▶ [Supplied data]

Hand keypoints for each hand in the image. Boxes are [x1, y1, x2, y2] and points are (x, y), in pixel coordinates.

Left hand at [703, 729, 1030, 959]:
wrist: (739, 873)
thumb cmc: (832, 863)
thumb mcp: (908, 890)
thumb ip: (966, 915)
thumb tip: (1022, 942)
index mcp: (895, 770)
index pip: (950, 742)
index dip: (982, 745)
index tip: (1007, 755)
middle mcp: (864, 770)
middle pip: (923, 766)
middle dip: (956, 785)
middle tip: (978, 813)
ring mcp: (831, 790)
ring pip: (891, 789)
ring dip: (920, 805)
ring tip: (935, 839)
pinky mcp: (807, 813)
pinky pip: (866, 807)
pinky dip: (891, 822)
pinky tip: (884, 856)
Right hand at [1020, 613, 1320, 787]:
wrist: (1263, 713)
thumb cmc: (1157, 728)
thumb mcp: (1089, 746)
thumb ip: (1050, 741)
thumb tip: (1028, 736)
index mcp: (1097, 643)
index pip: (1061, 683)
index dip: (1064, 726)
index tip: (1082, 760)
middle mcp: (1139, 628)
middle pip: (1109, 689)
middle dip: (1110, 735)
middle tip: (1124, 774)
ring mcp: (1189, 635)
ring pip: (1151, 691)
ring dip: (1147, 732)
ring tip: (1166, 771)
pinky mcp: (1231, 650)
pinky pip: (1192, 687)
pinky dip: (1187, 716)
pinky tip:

▶ [Problem description] Select and copy every line of the listing with the word "pinky".

▶ [Problem solution]
pinky mcp: (807, 813)
pinky pip: (866, 807)
pinky dip: (891, 822)
pinky tip: (884, 856)
pinky mcp: (1231, 650)
pinky pip: (1192, 687)
pinky dip: (1187, 716)
pinky tip:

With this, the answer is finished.